Letters of Administration grant authority to administer an estate of a deceased person. They are granted where the deceased dies intestate (without a Will) or where there is no executor of a Will to apply for Probate. Interested parties, such as beneficiaries, banks and insurance companies, will require someone to be granted Letters of Administration before funds from the deceased’s estate are released.

When someone dies intestate, the New South Wales Succession Act 2006 determines which next-of-kin will be the administrator and how the estate will be distributed among the deceased’s relatives. 

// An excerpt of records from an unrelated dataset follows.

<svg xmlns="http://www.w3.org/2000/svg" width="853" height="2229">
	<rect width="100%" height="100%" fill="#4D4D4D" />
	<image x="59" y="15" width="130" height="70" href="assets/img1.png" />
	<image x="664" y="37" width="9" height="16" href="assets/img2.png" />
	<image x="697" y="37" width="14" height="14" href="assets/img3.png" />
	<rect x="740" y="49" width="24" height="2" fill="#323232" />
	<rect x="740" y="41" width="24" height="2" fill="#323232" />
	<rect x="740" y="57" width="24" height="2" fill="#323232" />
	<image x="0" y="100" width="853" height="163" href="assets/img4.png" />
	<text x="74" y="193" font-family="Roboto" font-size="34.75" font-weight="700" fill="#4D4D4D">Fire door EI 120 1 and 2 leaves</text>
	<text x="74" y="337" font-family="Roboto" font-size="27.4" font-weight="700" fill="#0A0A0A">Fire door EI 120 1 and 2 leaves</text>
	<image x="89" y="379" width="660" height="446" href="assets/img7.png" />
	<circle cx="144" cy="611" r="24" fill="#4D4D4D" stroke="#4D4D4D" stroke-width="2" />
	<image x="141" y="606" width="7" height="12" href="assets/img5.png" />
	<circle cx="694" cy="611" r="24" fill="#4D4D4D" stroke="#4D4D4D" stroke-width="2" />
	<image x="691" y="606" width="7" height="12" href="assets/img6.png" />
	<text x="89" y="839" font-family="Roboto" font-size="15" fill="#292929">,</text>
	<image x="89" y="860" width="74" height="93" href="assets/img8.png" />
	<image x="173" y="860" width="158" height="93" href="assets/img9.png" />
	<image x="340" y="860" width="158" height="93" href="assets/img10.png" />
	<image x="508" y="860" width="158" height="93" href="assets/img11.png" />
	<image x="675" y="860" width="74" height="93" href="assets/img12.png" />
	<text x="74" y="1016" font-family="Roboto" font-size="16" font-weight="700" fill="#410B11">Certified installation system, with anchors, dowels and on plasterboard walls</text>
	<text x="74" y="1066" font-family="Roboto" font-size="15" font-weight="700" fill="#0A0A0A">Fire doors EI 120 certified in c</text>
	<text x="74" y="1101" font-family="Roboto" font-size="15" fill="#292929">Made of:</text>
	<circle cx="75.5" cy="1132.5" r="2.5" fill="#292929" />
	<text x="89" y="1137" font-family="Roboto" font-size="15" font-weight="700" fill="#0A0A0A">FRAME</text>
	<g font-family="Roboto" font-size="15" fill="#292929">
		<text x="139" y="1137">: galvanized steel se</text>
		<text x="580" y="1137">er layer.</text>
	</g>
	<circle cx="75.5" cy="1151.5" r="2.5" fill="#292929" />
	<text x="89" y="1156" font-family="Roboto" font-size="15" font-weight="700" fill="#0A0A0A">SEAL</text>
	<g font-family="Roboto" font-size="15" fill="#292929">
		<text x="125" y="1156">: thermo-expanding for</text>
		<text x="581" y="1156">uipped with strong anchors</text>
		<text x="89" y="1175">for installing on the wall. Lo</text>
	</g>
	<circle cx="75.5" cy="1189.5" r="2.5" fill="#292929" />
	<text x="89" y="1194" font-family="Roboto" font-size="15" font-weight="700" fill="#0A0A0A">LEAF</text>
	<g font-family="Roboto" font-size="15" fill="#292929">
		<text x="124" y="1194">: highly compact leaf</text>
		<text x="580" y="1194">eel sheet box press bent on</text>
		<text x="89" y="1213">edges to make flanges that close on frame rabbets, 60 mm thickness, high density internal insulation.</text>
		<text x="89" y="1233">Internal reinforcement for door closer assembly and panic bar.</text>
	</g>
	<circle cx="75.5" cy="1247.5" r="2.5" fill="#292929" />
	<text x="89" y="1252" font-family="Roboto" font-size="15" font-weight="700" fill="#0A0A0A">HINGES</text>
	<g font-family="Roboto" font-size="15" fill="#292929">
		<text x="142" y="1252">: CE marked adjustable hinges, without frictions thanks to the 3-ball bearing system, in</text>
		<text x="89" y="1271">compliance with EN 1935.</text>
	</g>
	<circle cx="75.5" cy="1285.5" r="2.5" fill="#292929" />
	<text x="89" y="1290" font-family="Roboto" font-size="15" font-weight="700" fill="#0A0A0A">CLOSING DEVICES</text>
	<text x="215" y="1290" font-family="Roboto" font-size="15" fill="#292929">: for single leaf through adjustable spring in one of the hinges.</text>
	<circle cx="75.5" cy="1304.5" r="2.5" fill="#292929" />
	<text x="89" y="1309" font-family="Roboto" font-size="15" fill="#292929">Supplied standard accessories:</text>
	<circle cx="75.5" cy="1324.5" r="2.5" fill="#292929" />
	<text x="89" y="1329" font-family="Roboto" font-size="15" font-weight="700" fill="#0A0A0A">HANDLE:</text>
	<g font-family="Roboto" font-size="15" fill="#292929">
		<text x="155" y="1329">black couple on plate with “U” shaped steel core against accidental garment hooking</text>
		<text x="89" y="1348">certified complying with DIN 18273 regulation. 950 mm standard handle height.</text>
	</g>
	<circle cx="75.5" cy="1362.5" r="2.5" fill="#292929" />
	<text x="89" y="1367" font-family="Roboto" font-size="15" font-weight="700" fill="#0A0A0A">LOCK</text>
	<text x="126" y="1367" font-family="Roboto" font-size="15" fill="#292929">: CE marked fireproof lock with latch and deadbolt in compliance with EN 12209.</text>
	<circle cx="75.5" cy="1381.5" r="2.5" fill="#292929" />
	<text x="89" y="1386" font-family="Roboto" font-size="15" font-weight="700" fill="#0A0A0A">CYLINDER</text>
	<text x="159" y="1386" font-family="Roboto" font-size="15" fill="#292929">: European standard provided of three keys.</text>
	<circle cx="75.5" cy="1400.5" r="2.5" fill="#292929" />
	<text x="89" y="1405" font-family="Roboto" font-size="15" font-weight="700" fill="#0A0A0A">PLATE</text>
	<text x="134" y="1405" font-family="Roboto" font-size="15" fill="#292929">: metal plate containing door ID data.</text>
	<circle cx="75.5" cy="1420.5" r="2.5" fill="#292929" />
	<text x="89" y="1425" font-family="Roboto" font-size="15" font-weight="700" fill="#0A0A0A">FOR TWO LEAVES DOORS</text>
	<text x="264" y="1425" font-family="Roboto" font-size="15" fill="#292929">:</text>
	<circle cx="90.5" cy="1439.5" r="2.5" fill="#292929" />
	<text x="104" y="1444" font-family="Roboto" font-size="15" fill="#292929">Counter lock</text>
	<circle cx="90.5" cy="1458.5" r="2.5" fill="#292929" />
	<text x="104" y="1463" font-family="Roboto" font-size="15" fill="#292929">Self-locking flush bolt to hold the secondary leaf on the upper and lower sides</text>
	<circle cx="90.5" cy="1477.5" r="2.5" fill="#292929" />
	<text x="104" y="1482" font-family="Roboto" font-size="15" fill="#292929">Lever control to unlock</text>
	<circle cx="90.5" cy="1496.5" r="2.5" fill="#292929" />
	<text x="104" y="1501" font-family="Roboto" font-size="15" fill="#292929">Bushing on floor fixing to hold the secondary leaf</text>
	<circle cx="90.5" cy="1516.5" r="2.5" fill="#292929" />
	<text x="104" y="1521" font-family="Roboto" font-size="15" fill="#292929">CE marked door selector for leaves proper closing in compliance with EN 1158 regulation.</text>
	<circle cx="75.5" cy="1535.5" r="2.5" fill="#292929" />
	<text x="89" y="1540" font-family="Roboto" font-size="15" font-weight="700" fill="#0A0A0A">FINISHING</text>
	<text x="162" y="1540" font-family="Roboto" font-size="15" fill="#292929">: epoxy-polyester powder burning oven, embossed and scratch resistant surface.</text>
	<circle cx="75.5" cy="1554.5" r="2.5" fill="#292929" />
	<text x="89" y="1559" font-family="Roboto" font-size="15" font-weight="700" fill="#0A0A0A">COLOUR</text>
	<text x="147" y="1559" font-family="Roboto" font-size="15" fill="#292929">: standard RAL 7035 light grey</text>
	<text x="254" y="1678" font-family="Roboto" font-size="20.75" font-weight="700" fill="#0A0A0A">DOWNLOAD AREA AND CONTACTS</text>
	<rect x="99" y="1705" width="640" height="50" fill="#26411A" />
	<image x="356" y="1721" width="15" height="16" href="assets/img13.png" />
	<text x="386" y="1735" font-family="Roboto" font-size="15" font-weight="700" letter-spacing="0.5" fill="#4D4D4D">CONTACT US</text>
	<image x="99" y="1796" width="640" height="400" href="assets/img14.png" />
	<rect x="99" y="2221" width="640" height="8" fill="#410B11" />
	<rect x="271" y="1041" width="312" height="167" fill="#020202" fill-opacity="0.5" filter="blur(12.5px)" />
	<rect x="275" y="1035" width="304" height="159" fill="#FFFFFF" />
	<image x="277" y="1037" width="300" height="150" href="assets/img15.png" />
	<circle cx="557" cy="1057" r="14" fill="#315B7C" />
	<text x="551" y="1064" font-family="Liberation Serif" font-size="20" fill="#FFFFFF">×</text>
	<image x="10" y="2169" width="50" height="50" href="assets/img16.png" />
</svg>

Recently, in an interesting case involving the order of succession and determination of whether a de facto relationship existed, the Supreme Court of Victoria granted Letters of Administration to a de facto spouse ahead of a previous grant to a nephew. New South Wales legislation is very similar to that of Victoria, though preferring the term “de facto spouse” to Victoria’s “domestic partner”. The term domestic partner is not defined but is a matter for the court, taking into account all the circumstances. 

Applying for Letters of Administration can be complex, requiring a thorough search for a Will or other medium (please see our recent blog Are Informal Electronic Wills the Future?) that might set out the deceased’s intentions regarding the distribution of the estate.

Key issues

Who can apply for Letters of Administration in New South Wales?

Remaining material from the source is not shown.